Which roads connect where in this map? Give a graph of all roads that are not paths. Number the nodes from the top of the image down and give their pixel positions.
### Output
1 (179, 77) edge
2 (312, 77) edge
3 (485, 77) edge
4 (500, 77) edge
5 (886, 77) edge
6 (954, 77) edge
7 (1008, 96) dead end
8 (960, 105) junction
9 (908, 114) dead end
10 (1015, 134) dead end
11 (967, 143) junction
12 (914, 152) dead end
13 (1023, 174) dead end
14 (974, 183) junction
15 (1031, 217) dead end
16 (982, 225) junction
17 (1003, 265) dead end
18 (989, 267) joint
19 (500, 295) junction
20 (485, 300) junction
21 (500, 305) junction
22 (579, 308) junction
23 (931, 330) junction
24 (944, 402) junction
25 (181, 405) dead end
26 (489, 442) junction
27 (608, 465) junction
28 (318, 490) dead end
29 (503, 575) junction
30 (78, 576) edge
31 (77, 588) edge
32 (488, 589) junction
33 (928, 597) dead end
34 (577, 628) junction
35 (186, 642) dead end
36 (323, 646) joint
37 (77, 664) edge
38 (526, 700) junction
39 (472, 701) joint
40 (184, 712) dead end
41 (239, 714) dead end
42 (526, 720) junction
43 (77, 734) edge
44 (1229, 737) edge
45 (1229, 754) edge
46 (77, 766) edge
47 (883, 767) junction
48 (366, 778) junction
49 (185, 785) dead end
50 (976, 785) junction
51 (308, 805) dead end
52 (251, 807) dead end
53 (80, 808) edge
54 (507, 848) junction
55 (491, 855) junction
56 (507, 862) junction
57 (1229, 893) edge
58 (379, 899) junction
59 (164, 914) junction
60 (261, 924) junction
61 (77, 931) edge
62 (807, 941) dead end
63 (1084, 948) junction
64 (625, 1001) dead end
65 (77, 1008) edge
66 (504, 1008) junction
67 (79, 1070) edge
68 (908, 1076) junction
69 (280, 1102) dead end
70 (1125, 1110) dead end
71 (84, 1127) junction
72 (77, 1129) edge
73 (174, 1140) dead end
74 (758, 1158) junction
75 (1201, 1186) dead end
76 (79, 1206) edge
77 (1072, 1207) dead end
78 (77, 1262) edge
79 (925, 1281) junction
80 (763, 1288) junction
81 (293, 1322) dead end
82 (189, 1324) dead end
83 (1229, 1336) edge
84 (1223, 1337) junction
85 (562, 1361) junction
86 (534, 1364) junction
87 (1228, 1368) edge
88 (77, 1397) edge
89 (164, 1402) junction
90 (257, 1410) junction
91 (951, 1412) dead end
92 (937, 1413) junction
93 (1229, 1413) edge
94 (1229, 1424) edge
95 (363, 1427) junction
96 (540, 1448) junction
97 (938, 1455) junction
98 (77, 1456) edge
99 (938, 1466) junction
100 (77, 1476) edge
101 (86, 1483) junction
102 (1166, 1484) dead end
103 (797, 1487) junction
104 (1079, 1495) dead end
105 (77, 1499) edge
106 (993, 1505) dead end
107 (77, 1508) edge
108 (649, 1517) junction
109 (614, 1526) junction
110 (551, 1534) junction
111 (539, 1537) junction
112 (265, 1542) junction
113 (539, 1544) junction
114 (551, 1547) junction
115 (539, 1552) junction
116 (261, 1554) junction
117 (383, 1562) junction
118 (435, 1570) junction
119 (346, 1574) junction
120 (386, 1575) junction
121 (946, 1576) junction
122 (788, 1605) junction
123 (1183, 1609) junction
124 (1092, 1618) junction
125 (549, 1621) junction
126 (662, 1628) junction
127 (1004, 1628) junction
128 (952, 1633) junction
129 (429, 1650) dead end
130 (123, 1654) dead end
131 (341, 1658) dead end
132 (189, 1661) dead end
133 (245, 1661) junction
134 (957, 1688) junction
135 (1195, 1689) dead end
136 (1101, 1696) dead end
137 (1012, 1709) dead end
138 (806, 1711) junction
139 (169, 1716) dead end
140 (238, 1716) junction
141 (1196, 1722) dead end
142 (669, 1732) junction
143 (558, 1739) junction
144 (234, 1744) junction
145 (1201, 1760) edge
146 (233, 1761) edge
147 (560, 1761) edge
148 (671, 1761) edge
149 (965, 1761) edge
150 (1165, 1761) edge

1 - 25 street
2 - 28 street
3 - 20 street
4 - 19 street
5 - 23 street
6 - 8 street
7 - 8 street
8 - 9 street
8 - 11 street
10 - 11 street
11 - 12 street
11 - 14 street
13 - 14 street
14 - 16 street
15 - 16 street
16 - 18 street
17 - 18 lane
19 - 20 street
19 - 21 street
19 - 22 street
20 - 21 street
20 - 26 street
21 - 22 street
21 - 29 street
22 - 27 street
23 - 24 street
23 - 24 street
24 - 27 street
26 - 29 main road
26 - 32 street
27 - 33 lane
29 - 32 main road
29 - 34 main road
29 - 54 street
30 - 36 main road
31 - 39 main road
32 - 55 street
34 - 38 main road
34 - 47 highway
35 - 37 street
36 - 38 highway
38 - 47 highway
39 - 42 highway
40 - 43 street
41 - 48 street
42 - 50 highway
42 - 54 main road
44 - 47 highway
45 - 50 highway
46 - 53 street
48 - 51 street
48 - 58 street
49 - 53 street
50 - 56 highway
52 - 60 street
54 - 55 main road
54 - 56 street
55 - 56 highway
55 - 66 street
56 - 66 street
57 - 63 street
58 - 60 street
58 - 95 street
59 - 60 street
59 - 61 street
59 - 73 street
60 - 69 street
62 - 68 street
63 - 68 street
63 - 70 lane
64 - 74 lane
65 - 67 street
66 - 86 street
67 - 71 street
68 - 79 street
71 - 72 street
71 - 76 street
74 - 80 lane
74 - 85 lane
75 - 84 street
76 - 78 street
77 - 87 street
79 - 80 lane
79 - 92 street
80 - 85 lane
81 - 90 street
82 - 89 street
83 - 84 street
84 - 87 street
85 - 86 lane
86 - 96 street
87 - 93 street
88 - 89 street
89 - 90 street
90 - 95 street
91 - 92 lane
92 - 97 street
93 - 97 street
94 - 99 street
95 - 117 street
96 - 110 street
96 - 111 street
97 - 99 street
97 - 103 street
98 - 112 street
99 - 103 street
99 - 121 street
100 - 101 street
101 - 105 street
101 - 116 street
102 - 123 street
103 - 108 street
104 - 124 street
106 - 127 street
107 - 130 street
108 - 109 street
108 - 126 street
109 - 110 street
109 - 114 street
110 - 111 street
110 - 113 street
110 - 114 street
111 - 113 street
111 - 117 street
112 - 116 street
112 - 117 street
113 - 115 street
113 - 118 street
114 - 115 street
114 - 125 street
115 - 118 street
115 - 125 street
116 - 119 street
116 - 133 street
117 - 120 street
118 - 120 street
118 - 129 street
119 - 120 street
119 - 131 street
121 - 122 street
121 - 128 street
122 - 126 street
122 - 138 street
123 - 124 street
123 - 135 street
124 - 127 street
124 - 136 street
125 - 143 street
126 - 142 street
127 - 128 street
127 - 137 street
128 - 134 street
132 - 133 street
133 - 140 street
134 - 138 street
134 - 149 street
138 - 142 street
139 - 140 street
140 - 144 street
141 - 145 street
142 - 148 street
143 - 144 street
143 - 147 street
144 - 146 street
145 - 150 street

━━━━━━━━━━━━━━━━

Each line of the listing above should be output exactly.

PROBLEM SOLUTION:
Which roads connect where in this map? Give a graph of all roads that are not paths. Number the nodes from the top of the image down and give their pixel positions.
### Output
1 (179, 77) edge
2 (312, 77) edge
3 (485, 77) edge
4 (500, 77) edge
5 (886, 77) edge
6 (954, 77) edge
7 (1008, 96) dead end
8 (960, 105) junction
9 (908, 114) dead end
10 (1015, 134) dead end
11 (967, 143) junction
12 (914, 152) dead end
13 (1023, 174) dead end
14 (974, 183) junction
15 (1031, 217) dead end
16 (982, 225) junction
17 (1003, 265) dead end
18 (989, 267) joint
19 (500, 295) junction
20 (485, 300) junction
21 (500, 305) junction
22 (579, 308) junction
23 (931, 330) junction
24 (944, 402) junction
25 (181, 405) dead end
26 (489, 442) junction
27 (608, 465) junction
28 (318, 490) dead end
29 (503, 575) junction
30 (78, 576) edge
31 (77, 588) edge
32 (488, 589) junction
33 (928, 597) dead end
34 (577, 628) junction
35 (186, 642) dead end
36 (323, 646) joint
37 (77, 664) edge
38 (526, 700) junction
39 (472, 701) joint
40 (184, 712) dead end
41 (239, 714) dead end
42 (526, 720) junction
43 (77, 734) edge
44 (1229, 737) edge
45 (1229, 754) edge
46 (77, 766) edge
47 (883, 767) junction
48 (366, 778) junction
49 (185, 785) dead end
50 (976, 785) junction
51 (308, 805) dead end
52 (251, 807) dead end
53 (80, 808) edge
54 (507, 848) junction
55 (491, 855) junction
56 (507, 862) junction
57 (1229, 893) edge
58 (379, 899) junction
59 (164, 914) junction
60 (261, 924) junction
61 (77, 931) edge
62 (807, 941) dead end
63 (1084, 948) junction
64 (625, 1001) dead end
65 (77, 1008) edge
66 (504, 1008) junction
67 (79, 1070) edge
68 (908, 1076) junction
69 (280, 1102) dead end
70 (1125, 1110) dead end
71 (84, 1127) junction
72 (77, 1129) edge
73 (174, 1140) dead end
74 (758, 1158) junction
75 (1201, 1186) dead end
76 (79, 1206) edge
77 (1072, 1207) dead end
78 (77, 1262) edge
79 (925, 1281) junction
80 (763, 1288) junction
81 (293, 1322) dead end
82 (189, 1324) dead end
83 (1229, 1336) edge
84 (1223, 1337) junction
85 (562, 1361) junction
86 (534, 1364) junction
87 (1228, 1368) edge
88 (77, 1397) edge
89 (164, 1402) junction
90 (257, 1410) junction
91 (951, 1412) dead end
92 (937, 1413) junction
93 (1229, 1413) edge
94 (1229, 1424) edge
95 (363, 1427) junction
96 (540, 1448) junction
97 (938, 1455) junction
98 (77, 1456) edge
99 (938, 1466) junction
100 (77, 1476) edge
101 (86, 1483) junction
102 (1166, 1484) dead end
103 (797, 1487) junction
104 (1079, 1495) dead end
105 (77, 1499) edge
106 (993, 1505) dead end
107 (77, 1508) edge
108 (649, 1517) junction
109 (614, 1526) junction
110 (551, 1534) junction
111 (539, 1537) junction
112 (265, 1542) junction
113 (539, 1544) junction
114 (551, 1547) junction
115 (539, 1552) junction
116 (261, 1554) junction
117 (383, 1562) junction
118 (435, 1570) junction
119 (346, 1574) junction
120 (386, 1575) junction
121 (946, 1576) junction
122 (788, 1605) junction
123 (1183, 1609) junction
124 (1092, 1618) junction
125 (549, 1621) junction
126 (662, 1628) junction
127 (1004, 1628) junction
128 (952, 1633) junction
129 (429, 1650) dead end
130 (123, 1654) dead end
131 (341, 1658) dead end
132 (189, 1661) dead end
133 (245, 1661) junction
134 (957, 1688) junction
135 (1195, 1689) dead end
136 (1101, 1696) dead end
137 (1012, 1709) dead end
138 (806, 1711) junction
139 (169, 1716) dead end
140 (238, 1716) junction
141 (1196, 1722) dead end
142 (669, 1732) junction
143 (558, 1739) junction
144 (234, 1744) junction
145 (1201, 1760) edge
146 (233, 1761) edge
147 (560, 1761) edge
148 (671, 1761) edge
149 (965, 1761) edge
150 (1165, 1761) edge

1 - 25 street
2 - 28 street
3 - 20 street
4 - 19 street
5 - 23 street
6 - 8 street
7 - 8 street
8 - 9 street
8 - 11 street
10 - 11 street
11 - 12 street
11 - 14 street
13 - 14 street
14 - 16 street
15 - 16 street
16 - 18 street
17 - 18 lane
19 - 20 street
19 - 21 street
19 - 22 street
20 - 21 street
20 - 26 street
21 - 22 street
21 - 29 street
22 - 27 street
23 - 24 street
23 - 24 street
24 - 27 street
26 - 29 main road
26 - 32 street
27 - 33 lane
29 - 32 main road
29 - 34 main road
29 - 54 street
30 - 36 main road
31 - 39 main road
32 - 55 street
34 - 38 main road
34 - 47 highway
35 - 37 street
36 - 38 highway
38 - 47 highway
39 - 42 highway
40 - 43 street
41 - 48 street
42 - 50 highway
42 - 54 main road
44 - 47 highway
45 - 50 highway
46 - 53 street
48 - 51 street
48 - 58 street
49 - 53 street
50 - 56 highway
52 - 60 street
54 - 55 main road
54 - 56 street
55 - 56 highway
55 - 66 street
56 - 66 street
57 - 63 street
58 - 60 street
58 - 95 street
59 - 60 street
59 - 61 street
59 - 73 street
60 - 69 street
62 - 68 street
63 - 68 street
63 - 70 lane
64 - 74 lane
65 - 67 street
66 - 86 street
67 - 71 street
68 - 79 street
71 - 72 street
71 - 76 street
74 - 80 lane
74 - 85 lane
75 - 84 street
76 - 78 street
77 - 87 street
79 - 80 lane
79 - 92 street
80 - 85 lane
81 - 90 street
82 - 89 street
83 - 84 street
84 - 87 street
85 - 86 lane
86 - 96 street
87 - 93 street
88 - 89 street
89 - 90 street
90 - 95 street
91 - 92 lane
92 - 97 street
93 - 97 street
94 - 99 street
95 - 117 street
96 - 110 street
96 - 111 street
97 - 99 street
97 - 103 street
98 - 112 street
99 - 103 street
99 - 121 street
100 - 101 street
101 - 105 street
101 - 116 street
102 - 123 street
103 - 108 street
104 - 124 street
106 - 127 street
107 - 130 street
108 - 109 street
108 - 126 street
109 - 110 street
109 - 114 street
110 - 111 street
110 - 113 street
110 - 114 street
111 - 113 street
111 - 117 street
112 - 116 street
112 - 117 street
113 - 115 street
113 - 118 street
114 - 115 street
114 - 125 street
115 - 118 street
115 - 125 street
116 - 119 street
116 - 133 street
117 - 120 street
118 - 120 street
118 - 129 street
119 - 120 street
119 - 131 street
121 - 122 street
121 - 128 street
122 - 126 street
122 - 138 street
123 - 124 street
123 - 135 street
124 - 127 street
124 - 136 street
125 - 143 street
126 - 142 street
127 - 128 street
127 - 137 street
128 - 134 street
132 - 133 street
133 - 140 street
134 - 138 street
134 - 149 street
138 - 142 street
139 - 140 street
140 - 144 street
141 - 145 street
142 - 148 street
143 - 144 street
143 - 147 street
144 - 146 street
145 - 150 street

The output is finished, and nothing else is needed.